TASK TO COMPLETE => Keep the images out and copy every entry below exactly.

(Saved data entries)
+++++
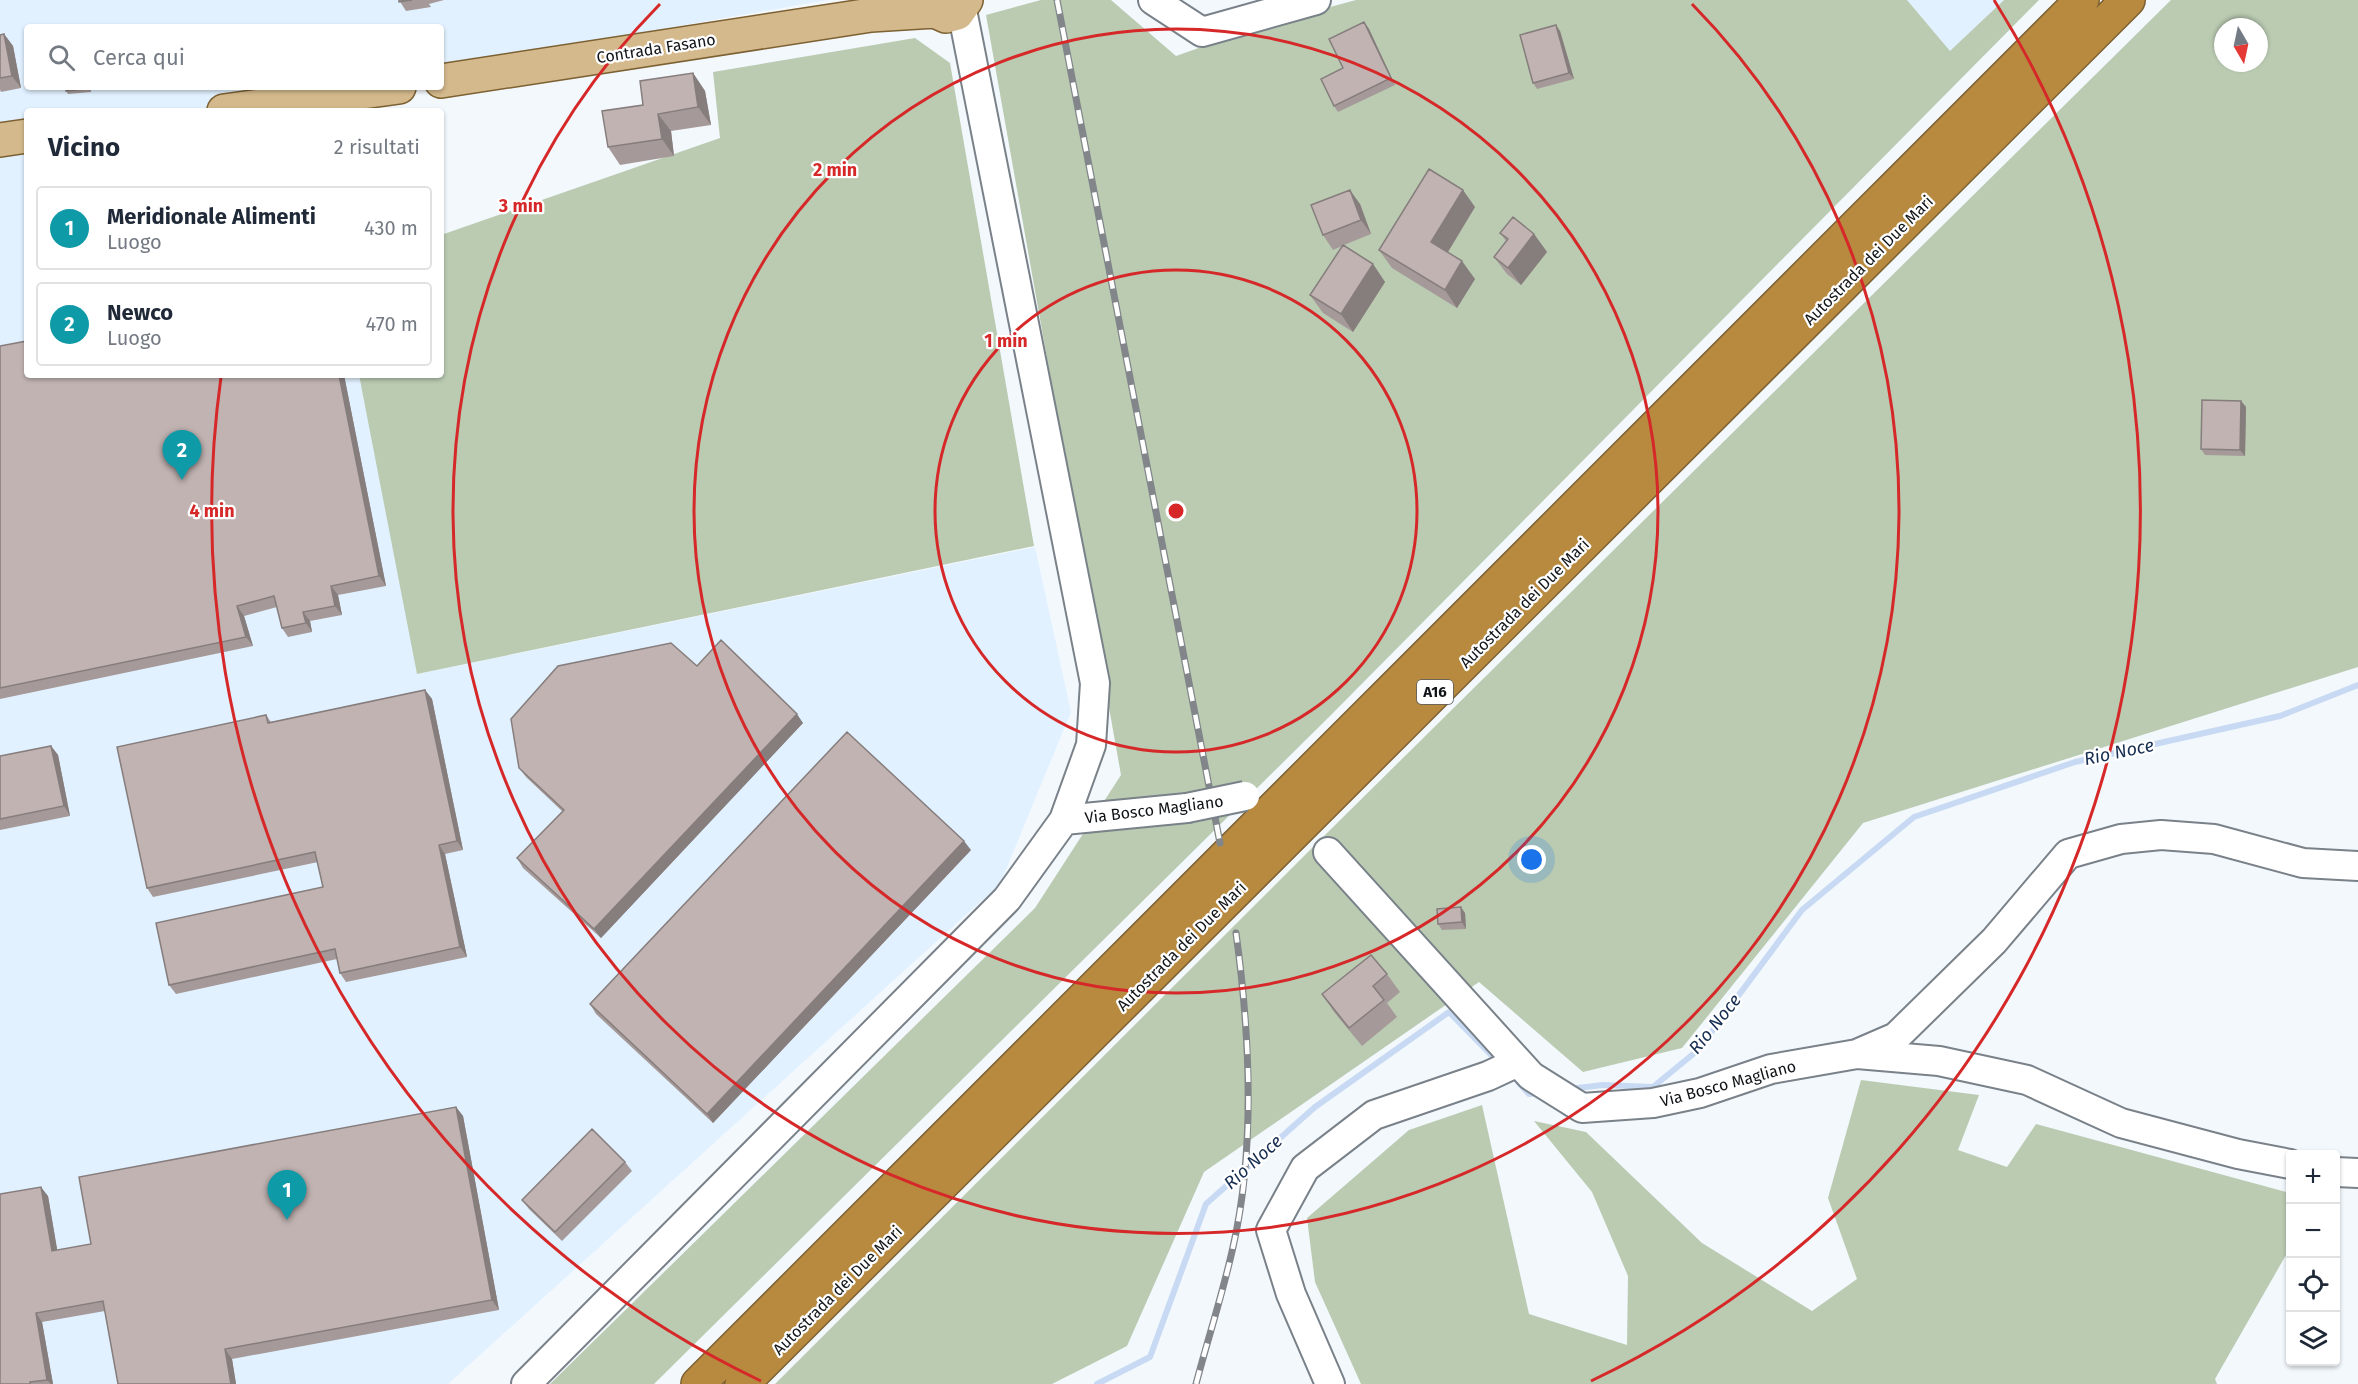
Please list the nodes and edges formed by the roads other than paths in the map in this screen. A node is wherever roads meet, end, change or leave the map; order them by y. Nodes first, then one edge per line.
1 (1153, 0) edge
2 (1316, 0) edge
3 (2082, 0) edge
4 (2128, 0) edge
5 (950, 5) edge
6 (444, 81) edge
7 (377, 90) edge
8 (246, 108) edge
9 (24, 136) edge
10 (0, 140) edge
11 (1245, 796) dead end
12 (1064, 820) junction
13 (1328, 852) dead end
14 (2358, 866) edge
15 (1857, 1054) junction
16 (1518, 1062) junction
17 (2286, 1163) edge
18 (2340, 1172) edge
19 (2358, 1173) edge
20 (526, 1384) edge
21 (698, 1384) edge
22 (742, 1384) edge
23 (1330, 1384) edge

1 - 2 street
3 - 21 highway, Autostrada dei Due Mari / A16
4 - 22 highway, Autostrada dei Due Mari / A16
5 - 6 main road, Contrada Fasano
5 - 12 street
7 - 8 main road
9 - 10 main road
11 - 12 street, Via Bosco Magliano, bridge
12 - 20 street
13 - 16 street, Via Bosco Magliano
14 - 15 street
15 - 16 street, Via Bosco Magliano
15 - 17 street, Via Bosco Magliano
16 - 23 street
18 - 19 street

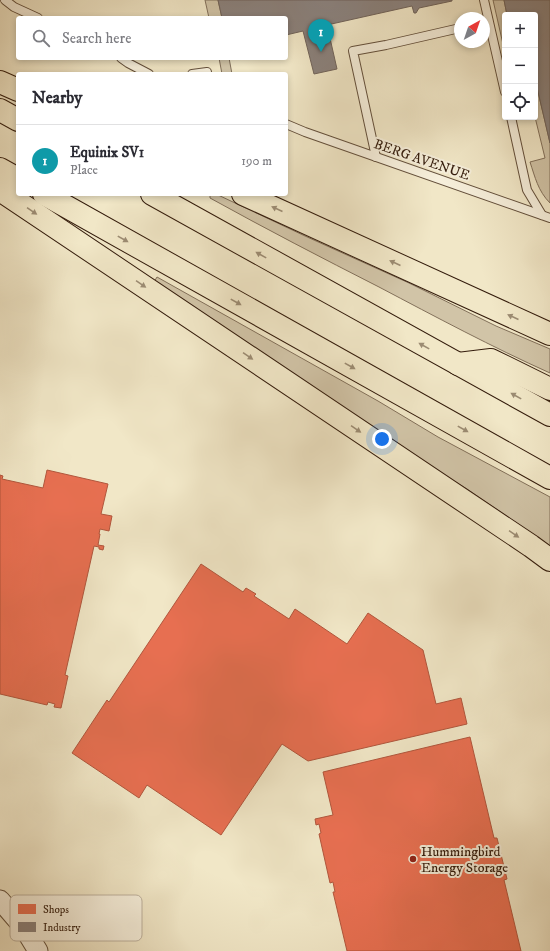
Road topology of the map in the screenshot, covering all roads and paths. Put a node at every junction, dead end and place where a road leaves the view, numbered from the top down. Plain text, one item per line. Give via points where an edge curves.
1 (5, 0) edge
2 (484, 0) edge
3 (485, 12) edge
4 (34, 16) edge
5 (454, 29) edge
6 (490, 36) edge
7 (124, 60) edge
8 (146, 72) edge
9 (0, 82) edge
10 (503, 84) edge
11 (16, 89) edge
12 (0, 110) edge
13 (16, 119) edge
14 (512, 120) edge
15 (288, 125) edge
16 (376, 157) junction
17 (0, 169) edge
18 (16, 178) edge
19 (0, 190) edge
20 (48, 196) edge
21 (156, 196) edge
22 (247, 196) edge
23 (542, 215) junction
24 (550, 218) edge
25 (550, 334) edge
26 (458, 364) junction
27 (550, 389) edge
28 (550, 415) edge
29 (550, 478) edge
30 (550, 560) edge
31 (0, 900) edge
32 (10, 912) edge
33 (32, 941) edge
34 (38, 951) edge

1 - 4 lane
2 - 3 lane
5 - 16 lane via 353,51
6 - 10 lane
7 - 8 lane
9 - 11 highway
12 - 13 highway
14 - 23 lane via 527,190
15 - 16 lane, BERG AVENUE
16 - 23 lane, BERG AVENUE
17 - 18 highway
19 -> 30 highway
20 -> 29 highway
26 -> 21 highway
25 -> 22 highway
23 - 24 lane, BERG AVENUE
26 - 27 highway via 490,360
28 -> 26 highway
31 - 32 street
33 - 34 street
+++++
RESULT OF THIS EXERCISE =>
Please list the nodes and edges formed by the roads other than paths in the map in this screen. A node is wherever roads meet, end, change or leave the map; order them by y. Nodes first, then one edge per line.
1 (1153, 0) edge
2 (1316, 0) edge
3 (2082, 0) edge
4 (2128, 0) edge
5 (950, 5) edge
6 (444, 81) edge
7 (377, 90) edge
8 (246, 108) edge
9 (24, 136) edge
10 (0, 140) edge
11 (1245, 796) dead end
12 (1064, 820) junction
13 (1328, 852) dead end
14 (2358, 866) edge
15 (1857, 1054) junction
16 (1518, 1062) junction
17 (2286, 1163) edge
18 (2340, 1172) edge
19 (2358, 1173) edge
20 (526, 1384) edge
21 (698, 1384) edge
22 (742, 1384) edge
23 (1330, 1384) edge

1 - 2 street
3 - 21 highway, Autostrada dei Due Mari / A16
4 - 22 highway, Autostrada dei Due Mari / A16
5 - 6 main road, Contrada Fasano
5 - 12 street
7 - 8 main road
9 - 10 main road
11 - 12 street, Via Bosco Magliano, bridge
12 - 20 street
13 - 16 street, Via Bosco Magliano
14 - 15 street
15 - 16 street, Via Bosco Magliano
15 - 17 street, Via Bosco Magliano
16 - 23 street
18 - 19 street

Road topology of the map in the screenshot, covering all roads and paths. Put a node at every junction, dead end and place where a road leaves the view, numbered from the top down. Plain text, one item per line. Give via points where an edge curves.
1 (5, 0) edge
2 (484, 0) edge
3 (485, 12) edge
4 (34, 16) edge
5 (454, 29) edge
6 (490, 36) edge
7 (124, 60) edge
8 (146, 72) edge
9 (0, 82) edge
10 (503, 84) edge
11 (16, 89) edge
12 (0, 110) edge
13 (16, 119) edge
14 (512, 120) edge
15 (288, 125) edge
16 (376, 157) junction
17 (0, 169) edge
18 (16, 178) edge
19 (0, 190) edge
20 (48, 196) edge
21 (156, 196) edge
22 (247, 196) edge
23 (542, 215) junction
24 (550, 218) edge
25 (550, 334) edge
26 (458, 364) junction
27 (550, 389) edge
28 (550, 415) edge
29 (550, 478) edge
30 (550, 560) edge
31 (0, 900) edge
32 (10, 912) edge
33 (32, 941) edge
34 (38, 951) edge

1 - 4 lane
2 - 3 lane
5 - 16 lane via 353,51
6 - 10 lane
7 - 8 lane
9 - 11 highway
12 - 13 highway
14 - 23 lane via 527,190
15 - 16 lane, BERG AVENUE
16 - 23 lane, BERG AVENUE
17 - 18 highway
19 -> 30 highway
20 -> 29 highway
26 -> 21 highway
25 -> 22 highway
23 - 24 lane, BERG AVENUE
26 - 27 highway via 490,360
28 -> 26 highway
31 - 32 street
33 - 34 street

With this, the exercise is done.